1. Multinational Corporations Profit From International
Brutality
Table "Corporation Crackdowns: Business
Backs Brutality"
Source Dollars and Sense, May/June 1999
Author Arvind
Ganesan
Faculty Evaluator Albert Wahrhafitig Ph.D.
Student Researcher Cassandra
Larson & Melissa Bonham
In the name of commerce, huge multinational
corporations collaborate with repressive governments, and in the process, support
significant human rights violations. Corporations often argue that their presence
and investment will improve human rights. This practice is referred to as "constructive
engagement". Major international energy corporations such as Mobil, Exxon,
Enron, and UNOCAL have engaged in major business ventures in countries known as
major human rights violators. Major U.S. governmental grants, as well as corporate
capitol investment, have funded the suppression of media, political opposition,
and personal rights in Turkmenistan, India and Burma. The myth of "constructive
engagement" has failed to improve human rights, and yet has been endorsed
both by international corporations and the U.S. government. Since the release
of this information, BP Amoco and Statoil have taken positive steps toward addressing
human rights issues. Programs are being developed in the U.S. and abroad to deal
with the conduct of energy companies globally.
Coverage 2000
From
looking at the mainstream media coverage this past year, it would seem as if the
big-name oil companies had begun to take responsibility for their actions. But
things are not always as they seem. Thanks to the Internet and its ability to
publish information quickly and globally, environmental and human rights activists
were able to make issues known faster than previously to a larger number of concerned
people. In an internet-enabled world, a big-name brand can be sullied almost overnight.
This fact, combined with community demonstrations against corporations and media
discussions of corporate actions, caused many multinationals to "spin"
their companies and add environmental and community-involvement agendas to their
overseas policies.
Take Royal Dutch Shell, for example. In an article in
The Washington Post, the corporation claimed that, because of their recent losses
in court disputes and public knowledge of their human rights abuses overseas,
they had adopted a new code of ethics for dealing with repressive governments.
However, a senior Shell executive, who refused to be identified, said that Shell's
policy is now withdrawal from communities where trouble follows their presence,
not for any stated humanitarian reasons but because of their fear of repressive
governments. In the spirit of "constructive engagement," Shell claims
to also be fostering human relations with people in the communities where they
are involved by sponsoring development projects, providing schools, and giving
drugs to hospitals. They have also allowed activist groups to become involved
in their planning process and now publish an environmental annex to their annual
report.
In a July U.N. meeting, chief executives from 50 multinational corporations,
including BPAmoco and Royal Dutch Shell, met with environmental organizations
to pass the U.N. Global Compact. The compact lists universally recognized and
specific labor, human rights, and environmental policies to which the corporations
promised to adhere.
Yet it is doubted by some whether the Global Compact
will realize any real changes. According to Phyllis Bennis, an analyst at the
Institute of Policy Studies, the pact "
allows some of the world's biggest
violators of core rights to use the U.N. logo to blue-wash their image.
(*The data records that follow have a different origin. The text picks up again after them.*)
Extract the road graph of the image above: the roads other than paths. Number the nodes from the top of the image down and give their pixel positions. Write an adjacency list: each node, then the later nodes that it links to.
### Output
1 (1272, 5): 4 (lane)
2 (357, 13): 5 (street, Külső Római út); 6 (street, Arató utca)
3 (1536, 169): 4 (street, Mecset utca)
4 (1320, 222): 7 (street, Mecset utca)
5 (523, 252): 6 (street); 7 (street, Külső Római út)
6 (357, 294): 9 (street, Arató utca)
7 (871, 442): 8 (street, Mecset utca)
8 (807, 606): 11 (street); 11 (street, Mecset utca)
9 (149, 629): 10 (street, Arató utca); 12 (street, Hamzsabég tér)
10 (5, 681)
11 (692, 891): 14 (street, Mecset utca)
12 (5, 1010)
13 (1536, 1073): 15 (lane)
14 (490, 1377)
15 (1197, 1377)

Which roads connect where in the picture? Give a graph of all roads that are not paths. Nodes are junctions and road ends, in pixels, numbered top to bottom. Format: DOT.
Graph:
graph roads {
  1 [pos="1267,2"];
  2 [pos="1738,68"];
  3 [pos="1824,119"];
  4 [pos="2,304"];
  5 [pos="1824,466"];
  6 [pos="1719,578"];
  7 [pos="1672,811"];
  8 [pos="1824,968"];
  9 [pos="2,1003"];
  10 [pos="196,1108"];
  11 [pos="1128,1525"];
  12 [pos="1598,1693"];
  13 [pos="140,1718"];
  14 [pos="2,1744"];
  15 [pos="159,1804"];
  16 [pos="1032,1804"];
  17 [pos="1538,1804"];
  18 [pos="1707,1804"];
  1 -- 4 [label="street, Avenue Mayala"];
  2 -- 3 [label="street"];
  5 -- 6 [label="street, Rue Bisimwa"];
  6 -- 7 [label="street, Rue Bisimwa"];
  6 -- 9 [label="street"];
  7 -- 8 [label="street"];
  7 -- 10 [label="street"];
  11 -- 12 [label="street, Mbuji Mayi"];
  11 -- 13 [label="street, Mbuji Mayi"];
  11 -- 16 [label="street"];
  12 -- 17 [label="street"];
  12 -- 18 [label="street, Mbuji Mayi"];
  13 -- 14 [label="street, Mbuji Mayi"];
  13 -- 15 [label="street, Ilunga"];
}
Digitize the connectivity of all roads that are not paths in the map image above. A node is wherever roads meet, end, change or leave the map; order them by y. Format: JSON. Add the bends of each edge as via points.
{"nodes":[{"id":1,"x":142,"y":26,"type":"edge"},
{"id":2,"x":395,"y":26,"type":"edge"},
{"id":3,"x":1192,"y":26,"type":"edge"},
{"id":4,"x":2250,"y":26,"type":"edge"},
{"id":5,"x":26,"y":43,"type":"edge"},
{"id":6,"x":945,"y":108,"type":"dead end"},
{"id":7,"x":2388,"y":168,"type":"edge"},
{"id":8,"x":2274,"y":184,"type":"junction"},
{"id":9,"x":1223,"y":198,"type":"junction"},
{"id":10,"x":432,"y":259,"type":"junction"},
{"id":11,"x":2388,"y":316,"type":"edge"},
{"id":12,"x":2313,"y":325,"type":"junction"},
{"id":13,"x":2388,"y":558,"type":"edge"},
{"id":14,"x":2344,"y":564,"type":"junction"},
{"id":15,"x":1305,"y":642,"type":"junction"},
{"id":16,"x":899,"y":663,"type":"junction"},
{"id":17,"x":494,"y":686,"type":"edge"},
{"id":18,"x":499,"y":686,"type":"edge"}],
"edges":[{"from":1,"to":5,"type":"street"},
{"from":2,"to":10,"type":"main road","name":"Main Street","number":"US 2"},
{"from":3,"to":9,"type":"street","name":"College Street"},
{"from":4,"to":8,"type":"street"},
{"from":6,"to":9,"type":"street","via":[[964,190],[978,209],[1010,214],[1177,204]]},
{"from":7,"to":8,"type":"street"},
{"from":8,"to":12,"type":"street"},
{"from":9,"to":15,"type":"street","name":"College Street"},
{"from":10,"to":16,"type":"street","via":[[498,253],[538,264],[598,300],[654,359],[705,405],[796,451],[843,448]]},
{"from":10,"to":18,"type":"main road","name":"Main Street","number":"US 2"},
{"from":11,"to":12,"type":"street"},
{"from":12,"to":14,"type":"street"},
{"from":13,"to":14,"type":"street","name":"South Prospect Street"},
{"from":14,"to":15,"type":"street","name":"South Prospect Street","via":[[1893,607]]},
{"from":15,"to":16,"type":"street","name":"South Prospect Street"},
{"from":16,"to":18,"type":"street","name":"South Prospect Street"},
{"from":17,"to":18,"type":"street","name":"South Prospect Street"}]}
There is no enforcement mechanism. The human rights and labor organizations that
participate in the compact don't even play a monitoring role." Many key advocacy
groups in the fight against corporations, including Greenpeace International,
refused to participate in the process.
While the mainstream news sources
focused on corporate attempts to "blue-wash" their images, alternative,
industry, and foreign news services continued to document human rights and environmental
violations. EarthFirst! reported on almost daily widespread oil spills in Nigeria
despite Shell's promise to correct environmental mistakes. Dispute continues over
whether or not the problems are due to aging pipelines or sabotage from project
protestors. And with a key court case against it dropped, Enron has moved forward
with its controversial project in Turkmenistan.
The mainstream media, in
fact, has well nigh ignored Enron's environmental and human rights activities,
even domestically. In a flagrant disregard for environmental issues, it is allowed
to continue to operate a highly polluting Houston methanol plant because of a
grandfather clause in the 1971 Texas Clean Air Act that former Texas governor
and now-president George W. Bush extended in 1999. Enron, curiously enough, was
the biggest financial backer of the Bush campaign-this does not bode well for
the future regulation of the petroleum industry abroad.
Sources: Oil and
Gas Journal, November 1, 1999, "Petroleum and Human Rights: The New Frontiers
of Debate," by John Bray; The Progressive, September 2000, "Meet Enron,
Bush's Biggest Contributor," by Pratap Chatterjee; EarthFirst!, September/October
2000, "Nigerian Military Opens Fire on Youths After Shell Oil Spill,"
by Felix Tuodolo; Houston Chronicle, January 28 & November 18, 2000; Newsweek,
January 31, 2000, "Ubiquity and its Burdens," by Michael Hirsh and Kenneth
Klee; The Washington Post, July 27, 2000.